Stored entries
########

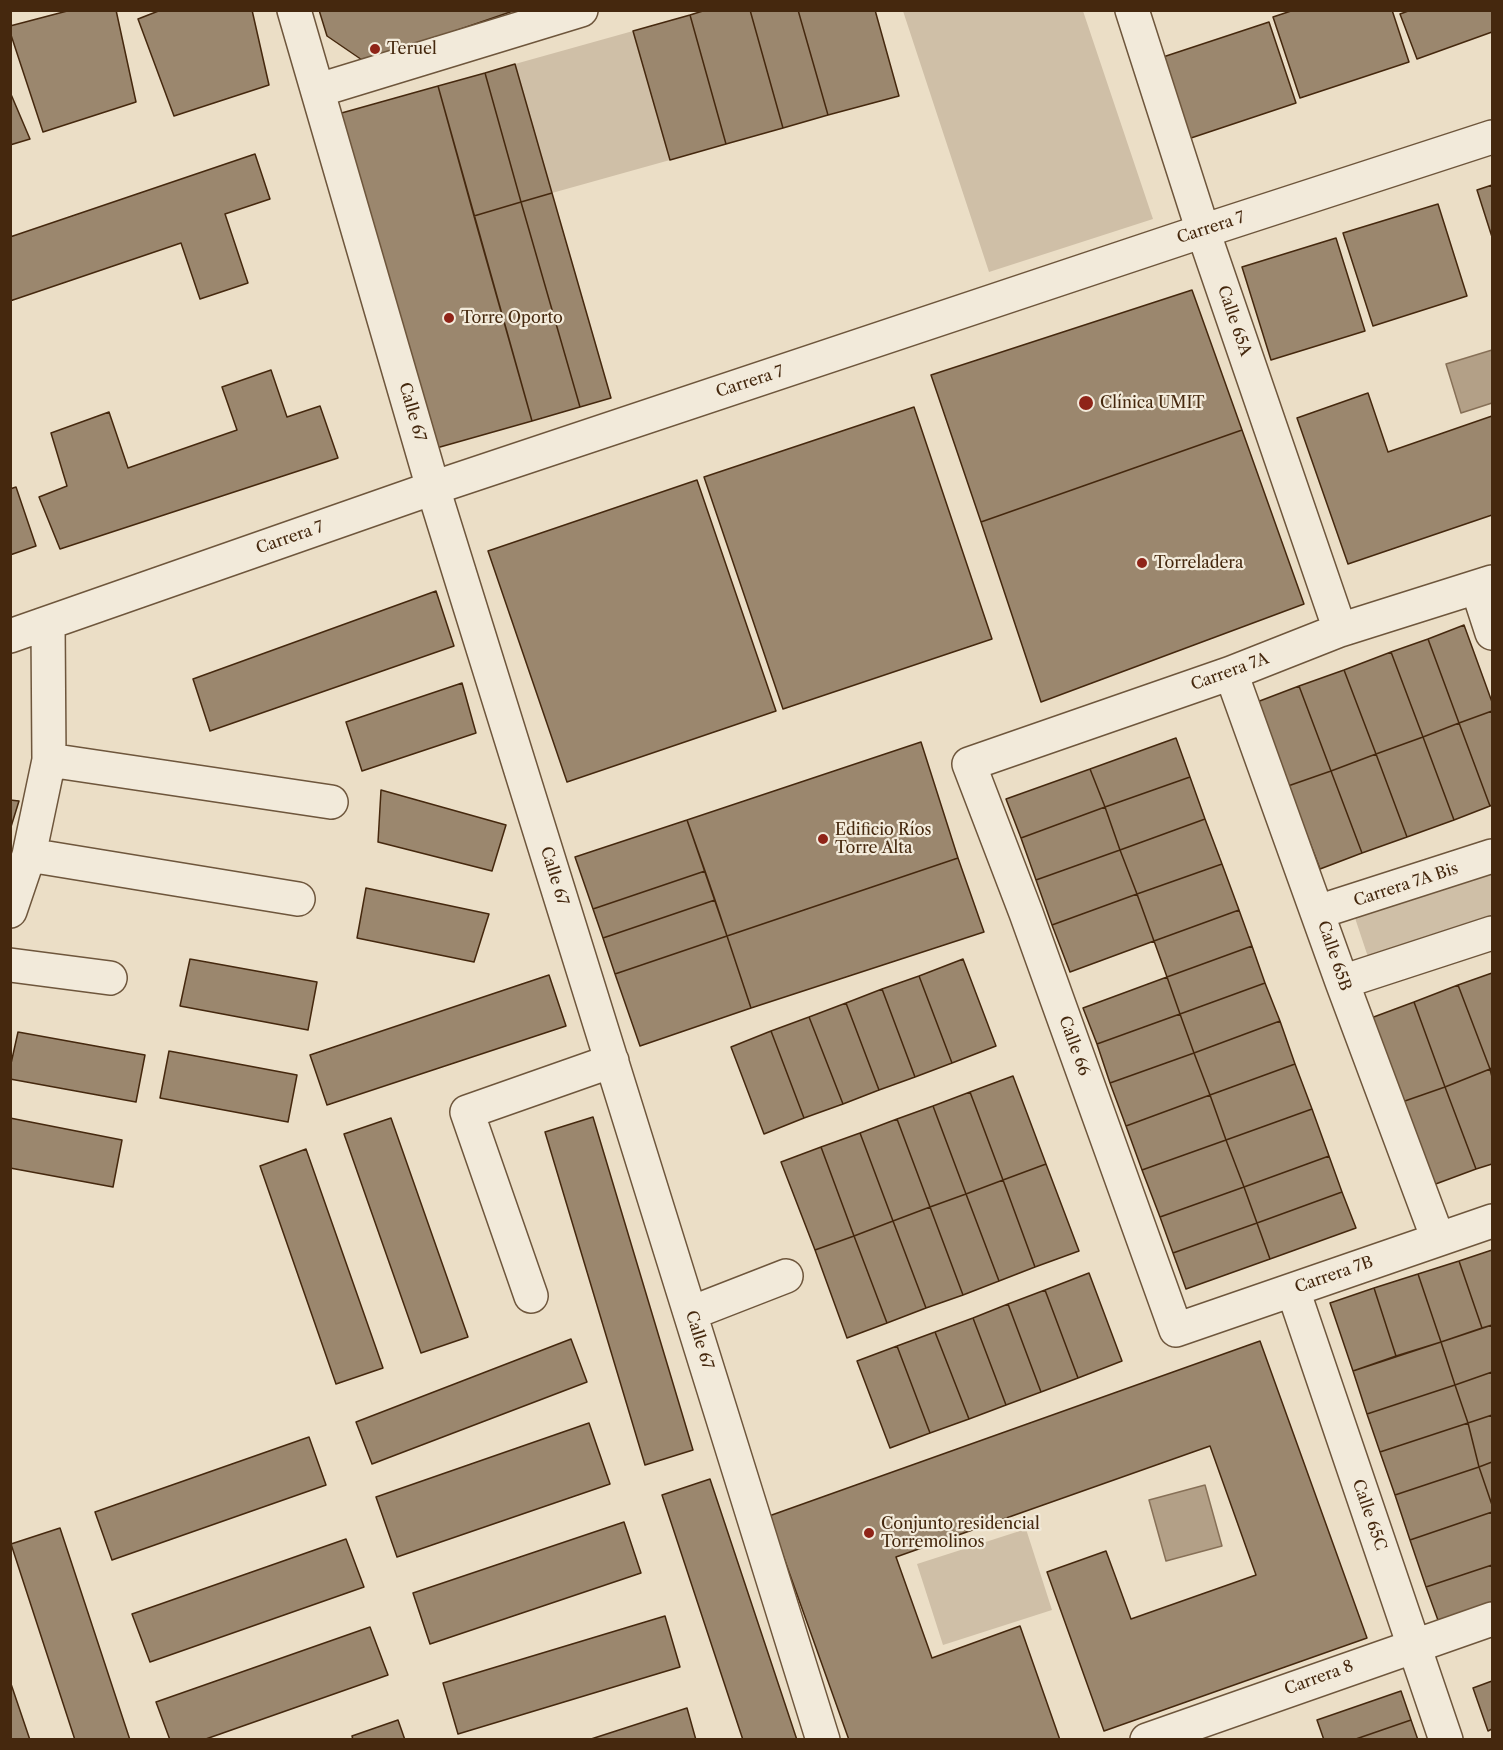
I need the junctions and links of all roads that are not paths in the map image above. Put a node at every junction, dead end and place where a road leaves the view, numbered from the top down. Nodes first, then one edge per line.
1 (294, 10) edge
2 (581, 10) edge
3 (1132, 10) edge
4 (319, 90) junction
5 (1492, 137) edge
6 (1203, 231) junction
7 (434, 488) junction
8 (1485, 585) edge
9 (48, 623) junction
10 (1340, 630) junction
11 (1492, 633) edge
12 (10, 636) edge
13 (1231, 673) junction
14 (49, 760) junction
15 (969, 764) joint
16 (331, 802) dead end
17 (29, 855) junction
18 (1492, 856) edge
19 (298, 898) dead end
20 (10, 911) edge
21 (1318, 912) junction
22 (1492, 933) edge
23 (10, 965) edge
24 (110, 978) dead end
25 (1342, 982) junction
26 (612, 1061) junction
27 (1492, 1221) edge
28 (1438, 1239) junction
29 (786, 1276) dead end
30 (1293, 1290) junction
31 (531, 1296) dead end
32 (691, 1313) junction
33 (1176, 1330) joint
34 (1492, 1619) edge
35 (1414, 1645) junction
36 (824, 1740) edge
37 (1147, 1740) edge
38 (1446, 1740) edge

1 - 4 street, Calle 67
2 - 4 street
3 - 6 street, Calle 65A
4 - 7 street, Calle 67
5 - 6 street, Carrera 7
6 - 7 street, Carrera 7
6 - 10 street, Calle 65A
7 - 9 street, Carrera 7
7 - 26 street, Calle 67
8 - 10 street, Carrera 7A
8 - 11 street
9 - 12 street, Carrera 7
9 - 14 street
10 - 13 street, Carrera 7A
13 - 15 street, Carrera 7A
13 - 21 street, Calle 65B
14 - 16 street
14 - 17 street
15 - 33 street, Calle 66
17 - 19 street
17 - 20 street
18 - 21 street, Carrera 7A Bis
21 - 25 street, Calle 65B
22 - 25 street
23 - 24 street
25 - 28 street, Calle 65B
26 - 31 street
26 - 32 street, Calle 67
27 - 28 street, Carrera 7B
28 - 30 street, Carrera 7B
29 - 32 street
30 - 33 street, Carrera 7B
30 - 35 street, Calle 65C
32 - 36 street, Calle 67
34 - 35 street, Carrera 8
35 - 37 street, Carrera 8
35 - 38 street, Calle 65C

########

Exercise brief -
Each entry above is to be written out exactly. The pictures stay out.

Task answer -
I need the junctions and links of all roads that are not paths in the map image above. Put a node at every junction, dead end and place where a road leaves the view, numbered from the top down. Nodes first, then one edge per line.
1 (294, 10) edge
2 (581, 10) edge
3 (1132, 10) edge
4 (319, 90) junction
5 (1492, 137) edge
6 (1203, 231) junction
7 (434, 488) junction
8 (1485, 585) edge
9 (48, 623) junction
10 (1340, 630) junction
11 (1492, 633) edge
12 (10, 636) edge
13 (1231, 673) junction
14 (49, 760) junction
15 (969, 764) joint
16 (331, 802) dead end
17 (29, 855) junction
18 (1492, 856) edge
19 (298, 898) dead end
20 (10, 911) edge
21 (1318, 912) junction
22 (1492, 933) edge
23 (10, 965) edge
24 (110, 978) dead end
25 (1342, 982) junction
26 (612, 1061) junction
27 (1492, 1221) edge
28 (1438, 1239) junction
29 (786, 1276) dead end
30 (1293, 1290) junction
31 (531, 1296) dead end
32 (691, 1313) junction
33 (1176, 1330) joint
34 (1492, 1619) edge
35 (1414, 1645) junction
36 (824, 1740) edge
37 (1147, 1740) edge
38 (1446, 1740) edge

1 - 4 street, Calle 67
2 - 4 street
3 - 6 street, Calle 65A
4 - 7 street, Calle 67
5 - 6 street, Carrera 7
6 - 7 street, Carrera 7
6 - 10 street, Calle 65A
7 - 9 street, Carrera 7
7 - 26 street, Calle 67
8 - 10 street, Carrera 7A
8 - 11 street
9 - 12 street, Carrera 7
9 - 14 street
10 - 13 street, Carrera 7A
13 - 15 street, Carrera 7A
13 - 21 street, Calle 65B
14 - 16 street
14 - 17 street
15 - 33 street, Calle 66
17 - 19 street
17 - 20 street
18 - 21 street, Carrera 7A Bis
21 - 25 street, Calle 65B
22 - 25 street
23 - 24 street
25 - 28 street, Calle 65B
26 - 31 street
26 - 32 street, Calle 67
27 - 28 street, Carrera 7B
28 - 30 street, Carrera 7B
29 - 32 street
30 - 33 street, Carrera 7B
30 - 35 street, Calle 65C
32 - 36 street, Calle 67
34 - 35 street, Carrera 8
35 - 37 street, Carrera 8
35 - 38 street, Calle 65C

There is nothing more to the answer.